Geographic Information System (GIS) is a system for capturing, storing, analyzing and managing data and associated attributes which are spatially referenced to the earth. In the strictest sense, it is a computer system capable of integrating, storing, editing, analyzing, sharing, and displaying geographically-referenced information. In a more generic sense, GIS is a tool that allows users to create interactive queries (user created searches), analyze the spatial information, edit data, maps, and present the results of all these operations.
The “Father of GIS” is Dr. Roger Tomlinson. In the early 1960s, he developed this system in Canada before he presented it to the United States. Dr. Tomlinson was a geographer who believed that his discipline could be shown spatially and could be used by many different agencies. USDA-NRCS is one of those agencies.
Toolkit is the application that we use to produce maps and plans for farmers who contract with us. As the GIS Specialist, my duties are to assist the field offices with any GIS-related questions they may have. Periodically, GIS training classes are given by State Office personnel, including myself, to further assist the field offices.
Examples of Types NRCS Geographic Information System Work
This is a map of a Sussex County farm with 2 chicken houses and 2 manure sheds. The arrows are representing grassy swales and shows the direction in which they drain. The blue dots represent where the underground pipes have their openings at. The brown dot is an incinerator. The top layer of the map is a representation of the soils which cover the area and are labeled accordingly.

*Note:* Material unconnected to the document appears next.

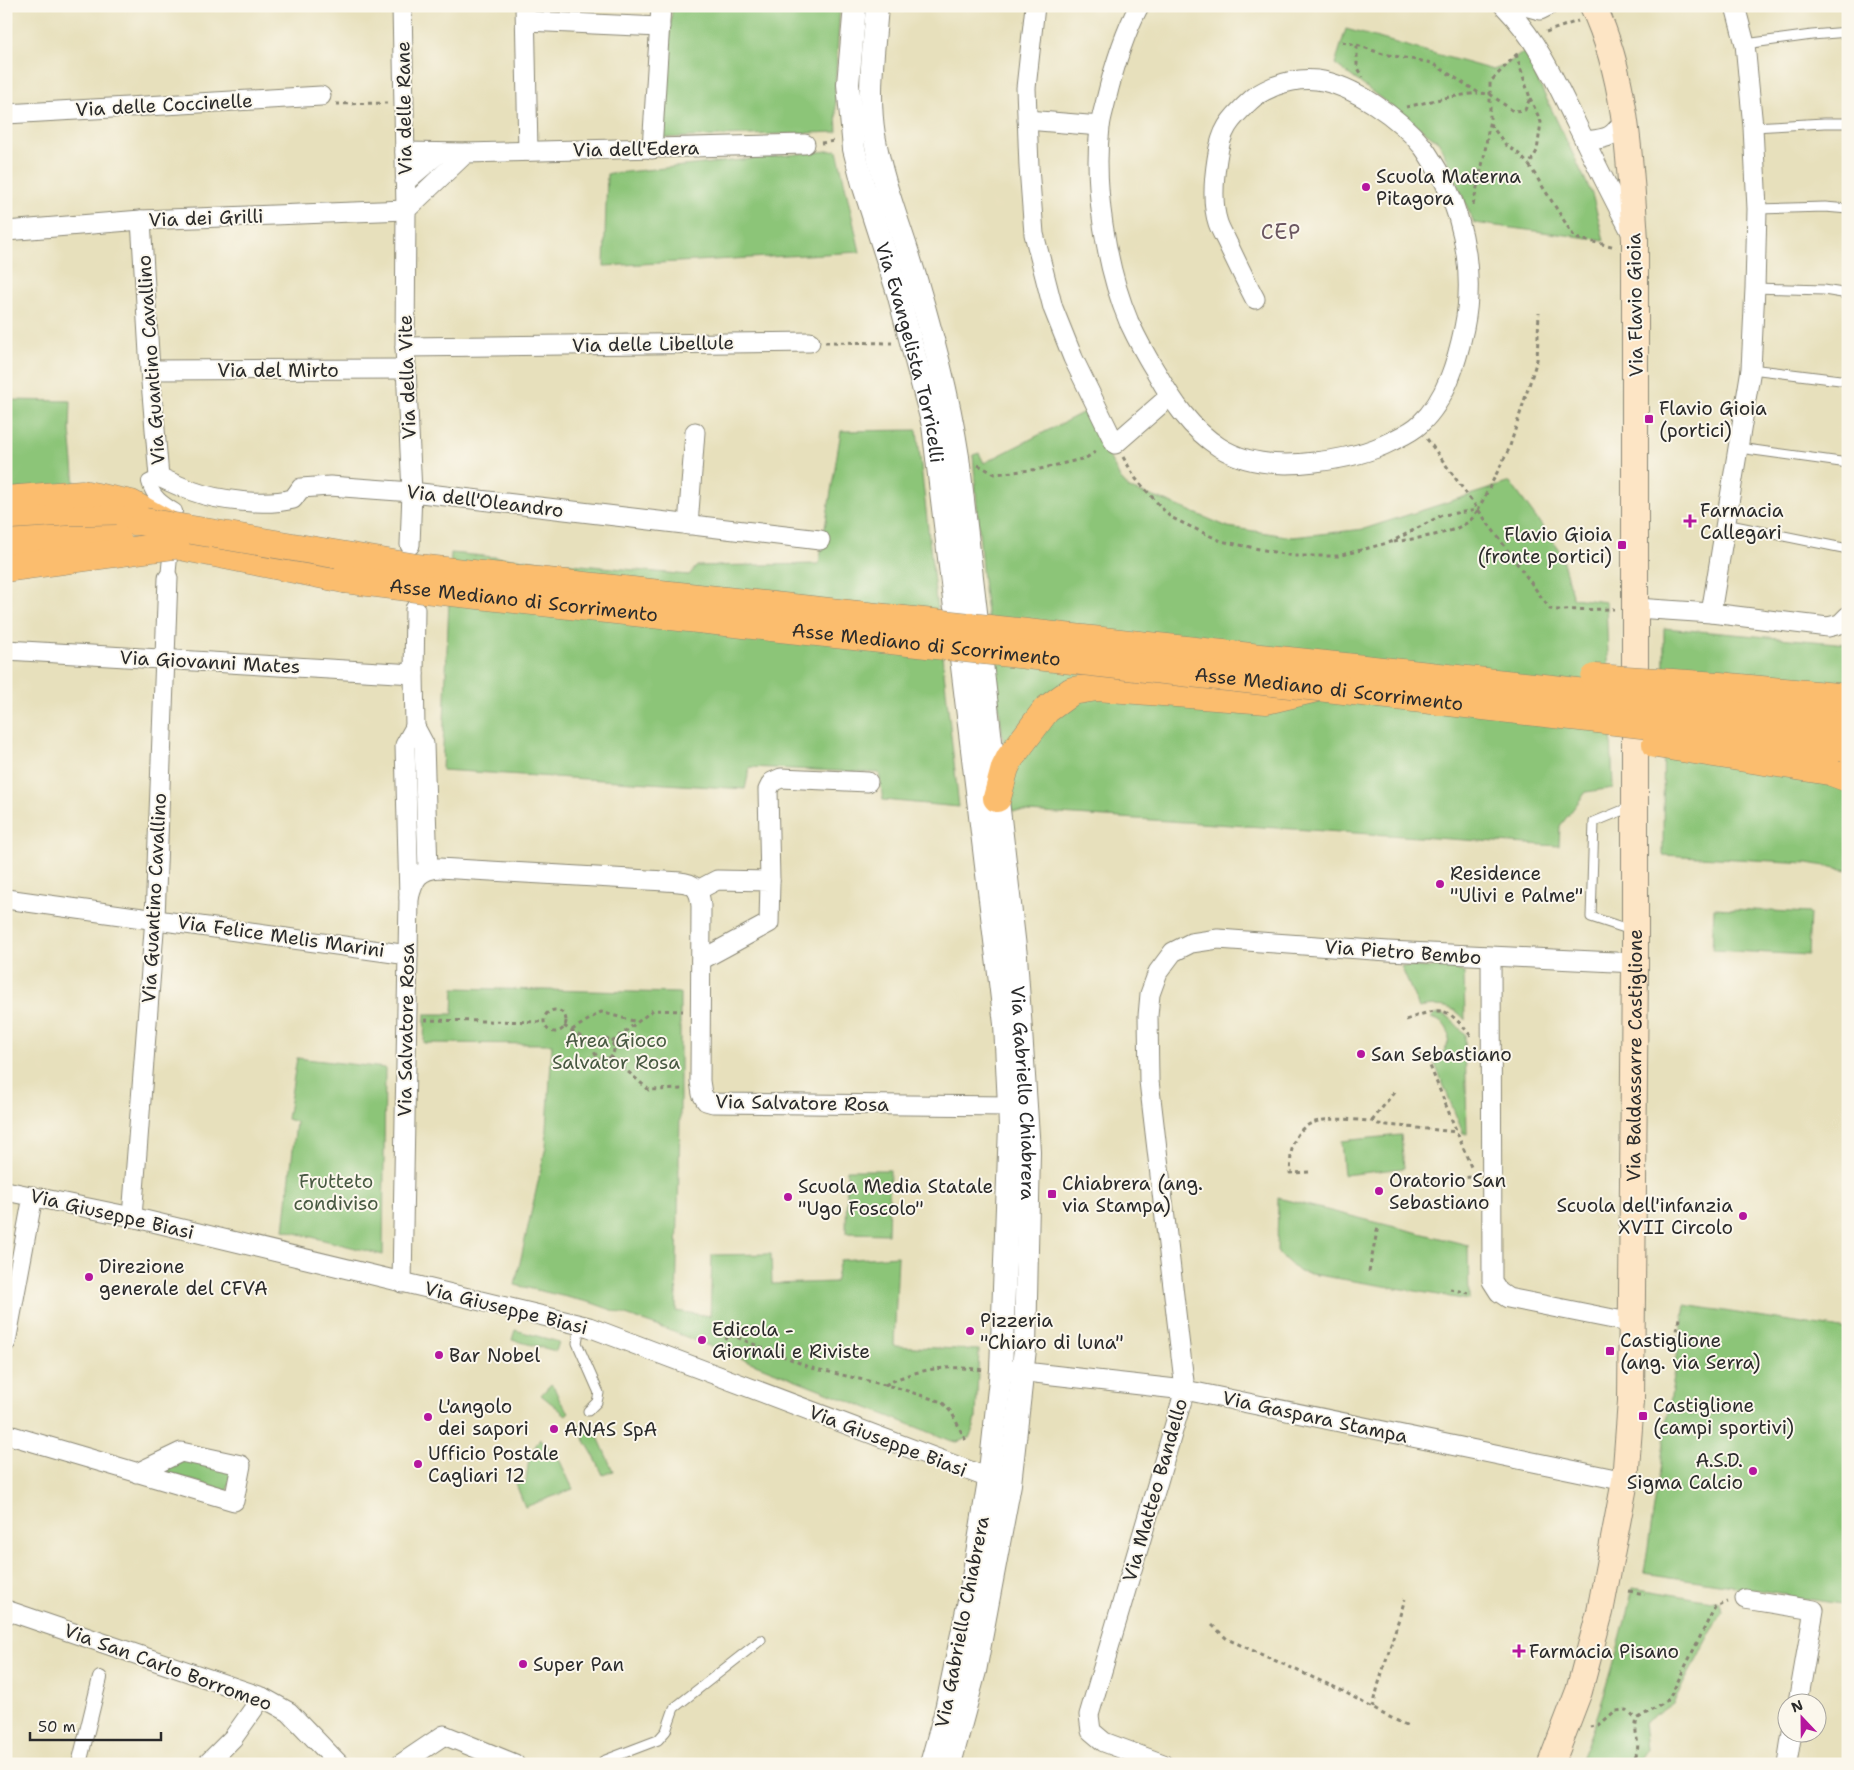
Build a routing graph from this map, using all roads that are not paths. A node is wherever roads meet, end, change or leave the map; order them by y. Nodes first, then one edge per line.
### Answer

This a map of a Kent County farm with crop fields, ditches, and a well. The blue lines represent the drainage system. The red line which surrounds the property is a 100’ setback. The top layer of the map is a representation of the soils which cover the area and are labeled accordingly.
This a map of Kent County which shows the various growth zones of all the major towns. The blue outline represents the boundaries of the watersheds in this region. The gray polygons are non-growth areas and coastal zones. There are three levels of growth. Red is the highest percentage of growth and yellow is the lowest.